The Merlin Conspiracy (Magids 2) - Page 69

“Hell’s bells!” I said out loud. “I think it really is a huge fossil!”

“WHO,” said the hillside, “ARE YOU CALLING A FOSSIL?”

I fell several yards down onto the turf. It gave me such a shock. And the whole cliff thrummed and heaved and then buckled as the huge jaws moved, and it more or less threw me off. I looked up to find that the place that I had thought was an eye socket had opened. A vast green eye was looking down at me.

I don’t think I could have moved. I managed to say, “What are you, then?” My voice came out as a squawky whisper, but I was too interested not to ask.

“THE WHITE DRAGON OF ENGLAND,” the huge head answered. “DO PEOPLE NO LONGER SPEAK OF ME?”

“Yes,” I said hurriedly. “Oh, yes. They do.” After all, I had heard of such a creature on Earth, and it stood to reason that there was one on Blest, too, with all the magic they had there. “But not very often,” I said, to be truthful. I was looking back along the hillside as I said this, and now I could see very plainly where the green turf humped upward over the shape of the enormous body.

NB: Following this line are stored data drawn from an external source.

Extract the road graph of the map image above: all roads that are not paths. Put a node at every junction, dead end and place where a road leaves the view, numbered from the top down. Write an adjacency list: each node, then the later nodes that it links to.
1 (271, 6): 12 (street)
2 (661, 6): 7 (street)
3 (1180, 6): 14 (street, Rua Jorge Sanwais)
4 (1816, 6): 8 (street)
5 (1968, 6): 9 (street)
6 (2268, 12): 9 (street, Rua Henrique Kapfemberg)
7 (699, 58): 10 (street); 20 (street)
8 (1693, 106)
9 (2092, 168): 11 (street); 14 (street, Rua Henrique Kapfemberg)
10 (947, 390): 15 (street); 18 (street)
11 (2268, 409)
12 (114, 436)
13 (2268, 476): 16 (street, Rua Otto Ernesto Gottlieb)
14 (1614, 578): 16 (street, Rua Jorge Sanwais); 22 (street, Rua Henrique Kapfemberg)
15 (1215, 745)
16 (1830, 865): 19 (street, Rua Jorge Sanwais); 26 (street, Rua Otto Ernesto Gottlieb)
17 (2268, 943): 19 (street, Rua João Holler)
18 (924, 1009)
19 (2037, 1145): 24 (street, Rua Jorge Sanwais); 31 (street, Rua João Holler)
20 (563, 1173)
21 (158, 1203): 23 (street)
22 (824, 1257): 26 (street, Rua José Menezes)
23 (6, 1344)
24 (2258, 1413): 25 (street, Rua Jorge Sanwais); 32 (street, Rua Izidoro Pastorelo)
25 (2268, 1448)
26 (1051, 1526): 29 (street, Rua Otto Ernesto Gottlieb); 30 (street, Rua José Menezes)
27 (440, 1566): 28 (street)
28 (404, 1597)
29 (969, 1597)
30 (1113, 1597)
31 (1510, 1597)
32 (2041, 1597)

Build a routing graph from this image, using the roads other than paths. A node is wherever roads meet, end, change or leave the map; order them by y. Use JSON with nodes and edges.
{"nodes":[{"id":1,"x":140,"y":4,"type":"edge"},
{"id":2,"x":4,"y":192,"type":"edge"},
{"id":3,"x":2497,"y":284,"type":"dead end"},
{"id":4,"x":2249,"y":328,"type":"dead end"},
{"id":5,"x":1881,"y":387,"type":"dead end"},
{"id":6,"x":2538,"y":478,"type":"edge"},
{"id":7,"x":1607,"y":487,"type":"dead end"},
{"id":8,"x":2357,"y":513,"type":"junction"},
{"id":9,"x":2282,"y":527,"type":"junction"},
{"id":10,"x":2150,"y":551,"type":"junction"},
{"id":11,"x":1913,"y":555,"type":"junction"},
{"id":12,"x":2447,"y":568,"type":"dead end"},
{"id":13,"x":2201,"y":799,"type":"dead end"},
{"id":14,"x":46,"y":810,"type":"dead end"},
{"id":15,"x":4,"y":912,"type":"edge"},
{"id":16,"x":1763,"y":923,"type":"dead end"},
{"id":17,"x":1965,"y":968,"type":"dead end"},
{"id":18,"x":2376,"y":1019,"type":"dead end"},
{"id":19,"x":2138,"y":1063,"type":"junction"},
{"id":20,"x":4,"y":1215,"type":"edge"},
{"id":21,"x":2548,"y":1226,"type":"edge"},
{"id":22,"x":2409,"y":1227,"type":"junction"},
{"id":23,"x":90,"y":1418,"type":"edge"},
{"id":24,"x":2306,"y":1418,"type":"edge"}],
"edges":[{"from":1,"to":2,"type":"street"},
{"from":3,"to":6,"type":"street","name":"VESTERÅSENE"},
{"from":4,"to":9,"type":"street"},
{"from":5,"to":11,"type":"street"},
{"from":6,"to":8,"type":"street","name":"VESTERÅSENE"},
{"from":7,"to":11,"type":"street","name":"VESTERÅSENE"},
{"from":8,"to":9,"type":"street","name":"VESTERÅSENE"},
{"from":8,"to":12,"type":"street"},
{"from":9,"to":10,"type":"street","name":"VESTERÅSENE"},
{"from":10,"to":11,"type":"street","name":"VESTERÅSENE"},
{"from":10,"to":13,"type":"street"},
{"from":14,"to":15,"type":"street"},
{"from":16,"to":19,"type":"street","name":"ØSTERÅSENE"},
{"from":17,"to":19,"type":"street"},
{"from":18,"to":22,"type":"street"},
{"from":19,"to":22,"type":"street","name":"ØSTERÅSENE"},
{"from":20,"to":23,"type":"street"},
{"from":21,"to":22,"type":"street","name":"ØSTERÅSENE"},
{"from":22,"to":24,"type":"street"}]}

If it comes out, I thought, I am dead. Its tail must have stretched right back into the woods. “Er,” I said, making stupid conversation for all I was worth, “you’ve been here a long time, haven’t you?”

“FROM THE BEGIN

NING,” it replied. The hillside shook and blurred with its voice. I could feel it through my entire body. “I SLEEP UNTIL I AM NEEDED. DO YOU HAVE NEED OF ME?”

“Not really,” I said. “Well, no—no, not at all, really. I just came along here by accident, really.”

The vast green eye blinked, shut, open, shut. I hoped it might be going back to sleep, but I could tell it was thinking. I could feel, almost hear, great slow, grinding thoughts going on in the huge head.

The eye opened again. “I AM NOT WOKEN BY ACCIDENT,” said the earth-moving voice. “NOTHING I DO IS EVER ACCIDENTAL. I AM NOT CALLED FORTH LIGHTLY.”

“Oh, I quite understand,” I said. You say such silly things when your brain is canceled out by terror. “I—I’m not here to call you forth. Honestly!” I began to back away down the slope, very gently and quietly, but I had to stop when the hillside blurred again and pieces of chalk and turf and earth began to drop all round me.

“WHEN YOU DO,” the great voice announced, “REMEMBER THAT I WILL NOT BE PLEASED. MANY PEOPLE WILL HAVE REASON TO REGRET THAT YOU CALLED ME. GO NOW.”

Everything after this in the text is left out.